AWS Database Cost Triage: RDS, Aurora, DynamoDB, ElastiCache, and OpenSearch

Database bills rarely explode because one engineer chose the wrong service. They usually grow because ownership, workload shape, and control loops drift apart until nobody can explain which queries, tenants, indexes, caches, or shards are buying what outcome.

Situation

AWS gives teams a broad database portfolio: RDS for conventional relational workloads, Aurora for managed high-availability relational systems, DynamoDB for key-value and document access patterns, ElastiCache for Redis or Memcached acceleration, and OpenSearch for search and analytical indexing.

That portfolio is useful because workloads are not uniform. A checkout path, a feature flag read, a session cache, a text search endpoint, and an operational dashboard should not all be forced through the same persistence layer.

The cost problem begins when each service is treated as an isolated bill line.
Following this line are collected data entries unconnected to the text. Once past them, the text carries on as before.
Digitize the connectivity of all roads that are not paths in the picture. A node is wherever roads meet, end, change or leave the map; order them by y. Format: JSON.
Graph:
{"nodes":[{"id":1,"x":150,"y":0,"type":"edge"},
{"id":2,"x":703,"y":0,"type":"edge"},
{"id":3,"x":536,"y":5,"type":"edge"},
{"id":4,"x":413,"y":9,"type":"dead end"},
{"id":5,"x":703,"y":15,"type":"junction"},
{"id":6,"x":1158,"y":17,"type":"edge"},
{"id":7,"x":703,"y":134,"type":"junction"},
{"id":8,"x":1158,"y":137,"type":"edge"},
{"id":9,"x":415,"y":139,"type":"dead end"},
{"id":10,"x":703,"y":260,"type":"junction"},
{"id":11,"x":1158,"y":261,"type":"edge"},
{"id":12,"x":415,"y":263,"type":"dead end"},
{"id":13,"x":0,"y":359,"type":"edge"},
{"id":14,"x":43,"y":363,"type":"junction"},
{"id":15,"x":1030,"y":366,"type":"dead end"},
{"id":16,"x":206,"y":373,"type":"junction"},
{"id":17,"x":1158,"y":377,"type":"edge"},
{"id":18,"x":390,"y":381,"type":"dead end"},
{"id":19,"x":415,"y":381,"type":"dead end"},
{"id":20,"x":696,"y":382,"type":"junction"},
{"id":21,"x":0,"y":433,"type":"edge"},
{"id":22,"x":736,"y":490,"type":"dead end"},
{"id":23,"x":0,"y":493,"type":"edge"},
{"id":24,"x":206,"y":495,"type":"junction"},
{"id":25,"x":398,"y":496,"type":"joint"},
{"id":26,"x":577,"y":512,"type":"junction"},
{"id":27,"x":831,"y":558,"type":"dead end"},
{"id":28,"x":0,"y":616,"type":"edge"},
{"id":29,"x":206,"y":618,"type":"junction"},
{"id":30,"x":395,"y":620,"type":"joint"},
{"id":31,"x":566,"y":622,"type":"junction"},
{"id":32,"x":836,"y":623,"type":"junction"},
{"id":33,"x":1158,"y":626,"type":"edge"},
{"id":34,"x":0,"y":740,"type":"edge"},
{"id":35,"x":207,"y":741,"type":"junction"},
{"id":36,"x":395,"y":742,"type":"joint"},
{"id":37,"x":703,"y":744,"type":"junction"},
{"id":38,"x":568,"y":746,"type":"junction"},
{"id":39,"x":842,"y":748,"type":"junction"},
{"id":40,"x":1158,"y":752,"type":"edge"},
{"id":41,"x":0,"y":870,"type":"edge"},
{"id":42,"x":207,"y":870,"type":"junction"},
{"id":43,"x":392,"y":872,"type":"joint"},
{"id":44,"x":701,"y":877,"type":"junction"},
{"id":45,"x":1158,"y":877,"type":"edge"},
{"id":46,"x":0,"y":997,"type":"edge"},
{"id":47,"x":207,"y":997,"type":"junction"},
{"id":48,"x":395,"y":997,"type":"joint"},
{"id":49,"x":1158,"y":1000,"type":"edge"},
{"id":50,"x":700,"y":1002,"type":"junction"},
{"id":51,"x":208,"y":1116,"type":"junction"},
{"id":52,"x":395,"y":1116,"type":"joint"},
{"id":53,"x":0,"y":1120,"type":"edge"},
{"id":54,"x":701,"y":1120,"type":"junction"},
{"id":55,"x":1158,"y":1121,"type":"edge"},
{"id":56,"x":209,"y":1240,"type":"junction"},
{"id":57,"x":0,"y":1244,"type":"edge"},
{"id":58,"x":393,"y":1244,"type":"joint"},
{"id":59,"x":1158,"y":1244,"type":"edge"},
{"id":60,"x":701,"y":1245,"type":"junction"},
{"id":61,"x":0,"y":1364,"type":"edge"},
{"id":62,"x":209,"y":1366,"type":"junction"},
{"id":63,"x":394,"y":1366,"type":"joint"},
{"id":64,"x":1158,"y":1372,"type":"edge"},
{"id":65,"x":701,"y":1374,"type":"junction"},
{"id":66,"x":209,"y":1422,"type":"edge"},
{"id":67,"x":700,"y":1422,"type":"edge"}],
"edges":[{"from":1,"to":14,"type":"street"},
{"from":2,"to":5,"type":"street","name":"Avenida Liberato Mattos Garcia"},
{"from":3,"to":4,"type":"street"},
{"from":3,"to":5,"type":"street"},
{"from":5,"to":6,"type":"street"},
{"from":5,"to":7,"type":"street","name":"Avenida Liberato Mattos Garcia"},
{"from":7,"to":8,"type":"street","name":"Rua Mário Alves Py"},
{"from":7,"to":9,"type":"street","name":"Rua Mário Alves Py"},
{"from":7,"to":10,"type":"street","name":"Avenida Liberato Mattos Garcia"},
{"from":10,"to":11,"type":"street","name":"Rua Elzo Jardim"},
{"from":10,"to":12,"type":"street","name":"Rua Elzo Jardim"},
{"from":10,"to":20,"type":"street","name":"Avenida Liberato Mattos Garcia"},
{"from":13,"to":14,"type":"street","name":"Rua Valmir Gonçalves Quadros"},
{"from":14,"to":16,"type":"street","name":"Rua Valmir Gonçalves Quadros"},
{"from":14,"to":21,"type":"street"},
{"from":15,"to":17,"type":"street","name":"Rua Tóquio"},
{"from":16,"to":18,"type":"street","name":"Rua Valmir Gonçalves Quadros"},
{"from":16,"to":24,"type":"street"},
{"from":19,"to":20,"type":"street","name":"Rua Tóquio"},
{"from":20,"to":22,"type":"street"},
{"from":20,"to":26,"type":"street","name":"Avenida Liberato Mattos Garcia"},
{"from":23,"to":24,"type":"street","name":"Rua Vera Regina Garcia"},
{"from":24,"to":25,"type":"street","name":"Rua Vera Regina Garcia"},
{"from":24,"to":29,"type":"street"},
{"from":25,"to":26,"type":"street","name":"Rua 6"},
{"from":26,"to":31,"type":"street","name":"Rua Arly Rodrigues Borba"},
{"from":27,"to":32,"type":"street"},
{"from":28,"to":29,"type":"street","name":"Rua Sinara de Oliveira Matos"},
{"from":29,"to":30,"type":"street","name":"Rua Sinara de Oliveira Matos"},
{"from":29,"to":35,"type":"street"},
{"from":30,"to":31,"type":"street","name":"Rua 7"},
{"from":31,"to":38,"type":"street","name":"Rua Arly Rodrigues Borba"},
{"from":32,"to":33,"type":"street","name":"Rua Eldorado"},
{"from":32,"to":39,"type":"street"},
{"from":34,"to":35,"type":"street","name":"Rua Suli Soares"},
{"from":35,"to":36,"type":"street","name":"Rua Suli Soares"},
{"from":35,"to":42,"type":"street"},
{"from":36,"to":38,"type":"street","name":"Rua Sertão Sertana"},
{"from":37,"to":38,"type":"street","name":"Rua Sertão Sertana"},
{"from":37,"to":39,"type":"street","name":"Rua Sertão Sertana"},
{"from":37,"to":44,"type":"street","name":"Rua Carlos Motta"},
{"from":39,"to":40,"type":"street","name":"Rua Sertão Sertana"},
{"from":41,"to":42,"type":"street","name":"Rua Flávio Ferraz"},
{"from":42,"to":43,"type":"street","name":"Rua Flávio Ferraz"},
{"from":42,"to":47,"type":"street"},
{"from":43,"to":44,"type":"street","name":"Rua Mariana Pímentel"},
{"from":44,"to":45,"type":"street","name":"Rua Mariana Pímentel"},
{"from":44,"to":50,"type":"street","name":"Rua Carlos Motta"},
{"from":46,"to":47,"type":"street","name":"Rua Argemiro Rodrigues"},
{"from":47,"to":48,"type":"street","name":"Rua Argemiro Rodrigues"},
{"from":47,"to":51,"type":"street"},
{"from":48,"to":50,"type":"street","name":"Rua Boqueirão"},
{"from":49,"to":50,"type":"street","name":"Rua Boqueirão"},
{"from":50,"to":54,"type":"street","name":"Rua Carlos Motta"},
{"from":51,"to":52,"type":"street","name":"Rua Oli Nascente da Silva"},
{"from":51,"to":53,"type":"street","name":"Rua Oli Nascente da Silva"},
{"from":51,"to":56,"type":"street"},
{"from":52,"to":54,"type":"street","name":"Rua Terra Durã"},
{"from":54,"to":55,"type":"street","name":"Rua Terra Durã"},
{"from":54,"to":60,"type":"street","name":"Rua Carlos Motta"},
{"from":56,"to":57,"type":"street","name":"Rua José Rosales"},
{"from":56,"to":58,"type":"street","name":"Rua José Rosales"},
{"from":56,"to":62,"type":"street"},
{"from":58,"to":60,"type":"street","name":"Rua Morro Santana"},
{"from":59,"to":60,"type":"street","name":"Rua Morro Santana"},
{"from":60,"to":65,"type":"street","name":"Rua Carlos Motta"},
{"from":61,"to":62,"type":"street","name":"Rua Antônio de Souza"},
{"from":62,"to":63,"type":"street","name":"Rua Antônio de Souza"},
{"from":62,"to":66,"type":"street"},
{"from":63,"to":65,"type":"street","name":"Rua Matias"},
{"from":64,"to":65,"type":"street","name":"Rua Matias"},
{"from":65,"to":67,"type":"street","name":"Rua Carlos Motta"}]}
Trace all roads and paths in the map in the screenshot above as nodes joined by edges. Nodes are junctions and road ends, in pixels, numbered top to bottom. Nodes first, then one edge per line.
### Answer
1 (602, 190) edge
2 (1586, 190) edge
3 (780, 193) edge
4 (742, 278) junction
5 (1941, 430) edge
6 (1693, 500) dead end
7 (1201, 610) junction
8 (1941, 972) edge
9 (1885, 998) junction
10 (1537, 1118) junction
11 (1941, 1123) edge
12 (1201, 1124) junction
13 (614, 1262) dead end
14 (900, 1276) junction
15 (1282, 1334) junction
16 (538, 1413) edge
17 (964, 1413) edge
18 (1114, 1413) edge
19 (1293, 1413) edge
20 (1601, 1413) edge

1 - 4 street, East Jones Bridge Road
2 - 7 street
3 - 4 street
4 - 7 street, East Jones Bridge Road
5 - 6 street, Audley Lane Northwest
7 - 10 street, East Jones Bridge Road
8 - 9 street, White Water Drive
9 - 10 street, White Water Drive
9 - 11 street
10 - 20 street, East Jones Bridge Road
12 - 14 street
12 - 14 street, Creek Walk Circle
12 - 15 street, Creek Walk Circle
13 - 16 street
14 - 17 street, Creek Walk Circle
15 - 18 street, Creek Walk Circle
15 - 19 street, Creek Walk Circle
RDS cost is reviewed by instance class. Aurora cost is reviewed by cluster. DynamoDB cost is reviewed by table. OpenSearch cost is reviewed by domain. ElastiCache cost is reviewed by node group.

Those views are necessary, but insufficient. They show what was purchased. They rarely show whether the purchase still matches the access pattern.

The Problem

The failure mode is not “databases are expensive.” The failure mode is unmanaged mismatch.

A relational workload moves to Aurora but keeps inefficient polling queries. DynamoDB gets adopted for scale but receives ad hoc access patterns that force scans or secondary indexes nobody budgeted. ElastiCache is added to reduce database load, but eviction policy and key design cause poor hit rates. OpenSearch becomes the destination for every debug query and slowly turns into a second data warehouse.

The team then enters cost triage under pressure. Finance wants a reduction. Engineering wants reliability. Product wants no visible regression. The easy move is to resize or delete capacity. The safer move is to identify the cost control plane: the few measurements and architectural decisions that connect dollars to workload behavior.

The core question is: how do you reduce database cost without turning cost cutting into an availability incident?

Core Concept

Treat database cost as an operational signal attached to workload intent. The unit of analysis is not the AWS service. It is the access pattern.

flowchart TD
    A[monthly bill spike — unknown workload] --> B[classify access pattern — transactional or cache or search]
    B --> C[RDS and Aurora — relational query pressure]
    B --> D[DynamoDB — key access and capacity mode]
    B --> E[ElastiCache — hit rate and memory pressure]
    B --> F[OpenSearch — index and shard pressure]

    C --> G[query plan review — indexes and connection shape]
    C --> H[capacity review — instance and storage and replicas]

    D --> I[partition review — hot keys and scans]
    D --> J[capacity review — on demand or provisioned]

    E --> K[key review — ttl and eviction]
    E --> L[node review — memory and network]

    F --> M[index review — mappings and retention]
    F --> N[cluster review — shards and replicas]

    G --> O[cost decision — remove waste with rollback]
    H --> O
    I --> O
    J --> O
    K --> O
    L --> O
    M --> O
    N --> O

For RDS and Aurora, start with query behavior before instance behavior. Expensive instances are often compensating for missing indexes, unbounded result sets, inefficient joins, chatty connection pools, or read replicas used as a substitute for query ownership. Right-sizing helps only after the workload is legible.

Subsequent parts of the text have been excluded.